APP COMRADE

Samsung TV / game / SUGAR SLAMS

REVIEW

Sugar Slams is competent candy-matching that forgets it's on a TV.

Desoline's free Tizen puzzler ports the familiar three-in-a-row candy loop to Samsung TVs without rethinking it for a ten-foot screen — pleasant in short sessions, repetitive past the first hour.

BY THE APP COMRADE DESK · MAY 11, 2026 · 3 MIN READ

Samsung TV

Sugar Slams

DESOLINE

OUR SCORE

6.6

SAMSUNG TV

★ —

PRICE

Free

Sugar Slams is the kind of game that exists because match-three exists. Desoline, a small Tunisian studio with a handful of Tizen releases, has built a candy-coloured grid puzzler for the Samsung TV store and shipped it free in March 2026. It works the way you expect a candy match-three to work, and it doesn’t reach beyond that.

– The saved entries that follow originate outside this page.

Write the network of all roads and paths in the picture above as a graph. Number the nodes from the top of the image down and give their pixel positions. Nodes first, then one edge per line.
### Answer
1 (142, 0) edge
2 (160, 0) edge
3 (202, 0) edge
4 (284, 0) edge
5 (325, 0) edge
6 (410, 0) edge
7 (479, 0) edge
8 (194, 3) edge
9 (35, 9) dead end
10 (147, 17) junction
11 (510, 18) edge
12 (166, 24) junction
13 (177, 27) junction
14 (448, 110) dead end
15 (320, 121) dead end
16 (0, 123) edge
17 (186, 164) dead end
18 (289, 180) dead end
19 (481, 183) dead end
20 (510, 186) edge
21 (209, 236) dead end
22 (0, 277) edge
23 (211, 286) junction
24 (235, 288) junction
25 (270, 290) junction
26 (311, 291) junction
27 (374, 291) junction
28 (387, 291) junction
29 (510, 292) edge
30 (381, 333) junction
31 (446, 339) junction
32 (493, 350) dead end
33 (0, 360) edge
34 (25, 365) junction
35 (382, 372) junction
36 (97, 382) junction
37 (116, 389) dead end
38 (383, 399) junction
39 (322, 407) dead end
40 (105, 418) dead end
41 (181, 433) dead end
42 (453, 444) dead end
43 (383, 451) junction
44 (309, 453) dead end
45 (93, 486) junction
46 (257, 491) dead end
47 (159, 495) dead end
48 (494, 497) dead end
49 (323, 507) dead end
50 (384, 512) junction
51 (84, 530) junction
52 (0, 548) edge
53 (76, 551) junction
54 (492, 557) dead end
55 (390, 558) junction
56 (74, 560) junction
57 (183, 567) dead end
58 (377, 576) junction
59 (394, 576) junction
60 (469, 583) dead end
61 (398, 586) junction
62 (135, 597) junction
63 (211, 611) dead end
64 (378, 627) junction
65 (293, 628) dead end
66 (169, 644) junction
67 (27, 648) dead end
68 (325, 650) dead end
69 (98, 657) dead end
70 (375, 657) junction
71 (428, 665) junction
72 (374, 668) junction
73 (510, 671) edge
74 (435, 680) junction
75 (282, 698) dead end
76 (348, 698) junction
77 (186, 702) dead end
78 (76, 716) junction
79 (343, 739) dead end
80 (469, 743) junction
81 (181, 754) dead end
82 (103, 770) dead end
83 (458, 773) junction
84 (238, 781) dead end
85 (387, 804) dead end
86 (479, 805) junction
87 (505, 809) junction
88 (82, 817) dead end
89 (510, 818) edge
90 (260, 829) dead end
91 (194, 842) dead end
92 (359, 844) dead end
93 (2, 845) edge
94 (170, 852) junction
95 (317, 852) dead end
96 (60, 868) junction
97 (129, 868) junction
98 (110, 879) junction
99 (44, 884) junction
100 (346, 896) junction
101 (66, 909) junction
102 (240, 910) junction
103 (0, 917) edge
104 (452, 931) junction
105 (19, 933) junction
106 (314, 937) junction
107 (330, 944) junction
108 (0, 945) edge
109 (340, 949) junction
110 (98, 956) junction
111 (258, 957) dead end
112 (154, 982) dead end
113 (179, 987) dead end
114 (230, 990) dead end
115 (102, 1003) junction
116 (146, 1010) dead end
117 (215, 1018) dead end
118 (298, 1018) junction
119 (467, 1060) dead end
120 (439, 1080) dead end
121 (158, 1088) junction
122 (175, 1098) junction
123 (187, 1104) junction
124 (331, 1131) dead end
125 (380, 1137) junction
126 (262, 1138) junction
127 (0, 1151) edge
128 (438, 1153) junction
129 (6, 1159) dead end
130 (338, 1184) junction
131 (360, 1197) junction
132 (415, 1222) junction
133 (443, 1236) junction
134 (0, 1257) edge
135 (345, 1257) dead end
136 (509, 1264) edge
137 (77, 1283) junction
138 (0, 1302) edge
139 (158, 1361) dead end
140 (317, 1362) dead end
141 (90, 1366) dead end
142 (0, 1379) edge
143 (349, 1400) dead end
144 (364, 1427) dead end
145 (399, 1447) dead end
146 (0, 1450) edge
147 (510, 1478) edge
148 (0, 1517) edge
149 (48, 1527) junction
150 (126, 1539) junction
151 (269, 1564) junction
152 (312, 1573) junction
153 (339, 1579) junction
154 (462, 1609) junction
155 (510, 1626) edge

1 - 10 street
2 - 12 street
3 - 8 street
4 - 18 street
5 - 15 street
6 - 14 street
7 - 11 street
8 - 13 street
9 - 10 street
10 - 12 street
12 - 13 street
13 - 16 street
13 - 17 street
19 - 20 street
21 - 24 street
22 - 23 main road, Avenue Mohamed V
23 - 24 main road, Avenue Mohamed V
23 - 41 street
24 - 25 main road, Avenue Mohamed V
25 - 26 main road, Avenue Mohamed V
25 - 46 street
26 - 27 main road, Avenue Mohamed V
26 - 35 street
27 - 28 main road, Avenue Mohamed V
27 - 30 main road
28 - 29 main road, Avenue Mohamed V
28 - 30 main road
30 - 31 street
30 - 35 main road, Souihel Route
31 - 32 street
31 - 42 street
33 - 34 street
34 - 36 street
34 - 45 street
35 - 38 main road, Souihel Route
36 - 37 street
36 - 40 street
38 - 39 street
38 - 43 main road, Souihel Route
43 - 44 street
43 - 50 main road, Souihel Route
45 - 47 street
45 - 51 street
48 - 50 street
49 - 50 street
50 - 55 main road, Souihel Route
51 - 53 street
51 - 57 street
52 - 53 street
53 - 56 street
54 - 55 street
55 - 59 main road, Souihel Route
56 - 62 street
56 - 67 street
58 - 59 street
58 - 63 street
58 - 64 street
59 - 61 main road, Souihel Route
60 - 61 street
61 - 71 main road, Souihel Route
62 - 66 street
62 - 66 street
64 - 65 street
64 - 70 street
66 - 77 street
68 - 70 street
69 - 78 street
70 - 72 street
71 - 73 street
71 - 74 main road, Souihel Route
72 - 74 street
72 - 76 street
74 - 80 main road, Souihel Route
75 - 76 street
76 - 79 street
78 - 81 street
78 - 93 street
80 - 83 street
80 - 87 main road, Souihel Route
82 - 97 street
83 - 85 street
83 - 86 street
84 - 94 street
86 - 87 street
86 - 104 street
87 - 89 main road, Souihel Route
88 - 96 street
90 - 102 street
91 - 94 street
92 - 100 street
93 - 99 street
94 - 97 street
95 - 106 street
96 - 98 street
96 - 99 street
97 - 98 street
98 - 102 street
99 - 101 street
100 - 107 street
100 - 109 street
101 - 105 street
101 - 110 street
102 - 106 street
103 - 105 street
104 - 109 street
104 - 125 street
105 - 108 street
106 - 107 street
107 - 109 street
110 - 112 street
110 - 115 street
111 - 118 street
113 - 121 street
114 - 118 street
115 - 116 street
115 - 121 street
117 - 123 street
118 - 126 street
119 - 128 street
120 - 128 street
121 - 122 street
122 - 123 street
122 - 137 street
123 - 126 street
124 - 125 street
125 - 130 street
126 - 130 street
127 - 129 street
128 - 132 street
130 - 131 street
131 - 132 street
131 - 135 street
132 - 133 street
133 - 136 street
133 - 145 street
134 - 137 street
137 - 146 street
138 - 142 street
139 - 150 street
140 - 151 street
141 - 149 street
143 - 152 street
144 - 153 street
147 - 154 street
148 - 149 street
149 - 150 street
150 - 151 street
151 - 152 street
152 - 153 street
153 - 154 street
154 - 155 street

That’s a fairer assessment than it sounds. Samsung’s Tizen game catalogue is a thin shelf compared to mobile or even Roku, and a competent casual puzzler in a familiar genre is genuinely useful living-room infrastructure. The question is whether a TV remote and a ten-foot screen are the right place to play a genre built for thumbs and a six-inch display. Sugar Slams doesn’t answer that question — it just ports the formula and trusts that some players will be near a TV and not near a phone.

For those players, on those evenings, it does the job. Match detection is accurate, the boards are readable from across a room, and the cursor-on-D-pad input scheme is implemented as well as the genre can be on a Samsung remote. What it isn’t is a reason to choose a TV over the phone in your pocket — and absent some live-ops content cadence that isn’t visible at launch, it’s also not a habit you’ll come back to after the first week.

Sugar Slams works exactly as a candy-coloured Samsung TV puzzler should — which is also the limit of what it tries to do.

FEATURES

Sugar Slams is a match-three puzzle game from Tunisian studio Desoline, released on Samsung's Tizen TV store in March 2026 and free with no listed in-app purchases on the Tizen build. The core loop is the genre default: swap adjacent candies on a fixed grid, line up three or more of the same colour, watch them clear, collect points, advance to the next board.

Controls map to the Samsung remote's directional pad — left, right, up, down to move the cursor between cells, the centre button to commit a swap. There's no touch input on Tizen, so the cursor-and-confirm pattern stands in for the swipe gesture every phone match-3 player knows. It works, but it slows the pacing noticeably compared to the mobile originals the genre was built around.

Levels follow the standard structure — clear a target number of tiles, hit a score threshold, or remove specific blocked cells inside a move budget. Special candies form on four-in-a-row and five-in-a-row matches and detonate in line or area patterns. No multiplayer, no leaderboard, no daily challenge surface visible at launch.

MISSION ACCOMPLISHED

The fundamentals are sound. Match detection is consistent, the cascade animations resolve cleanly, and the colour palette stays readable on a large panel — important on a TV where small icons often disappear into a sofa-distance blur. For a free game from a small studio that clearly built a single Tizen-targeted SKU, the polish on the basics is better than the Samsung TV store average for the category.

The remote-friendly cursor model is the right call given Tizen's input constraints. Cursor movement is snappy, the selected cell is highlighted clearly enough to track from across a room, and undo-on-invalid-swap behaves the way you'd want it to. Nothing about Sugar Slams feels broken or rushed in its core flow.

ROOM TO IMPROVE

Pacing is the problem. Match-three games on phones live or die on tactile responsiveness — the satisfaction of dragging a candy and watching the chain react under your thumb. Translating that to a directional-pad cursor on a TV remote loses the kinaesthetic feedback that makes the genre addictive. Sugar Slams doesn't compensate with anything TV-specific: no large-screen spectacle, no co-op pass-the-remote mode, no narrative wrapper to give the boards meaning.

Content depth is the other limit. The level catalogue runs shallow compared to Candy Crush Saga or Royal Match on phones, and there's no live-ops cadence visible — no new boards added weekly, no events, no time-limited modes. After an evening or two, returning players will see the same patterns repeating. The Samsung TV store doesn't surface any developer notes about a roadmap, and Desoline's catalogue suggests one-and-done releases more than long-tail live games.

CONCLUSION

Install Sugar Slams if you want something low-stakes to play on the TV while half-watching something else, and you don't mind the remote-cursor pacing. Skip it if you already have a phone or tablet within reach — every major match-three game runs better on the device the genre was designed for. Worth watching whether Desoline keeps shipping board packs; without a content cadence, this is a pleasant one-evening game rather than a returning habit.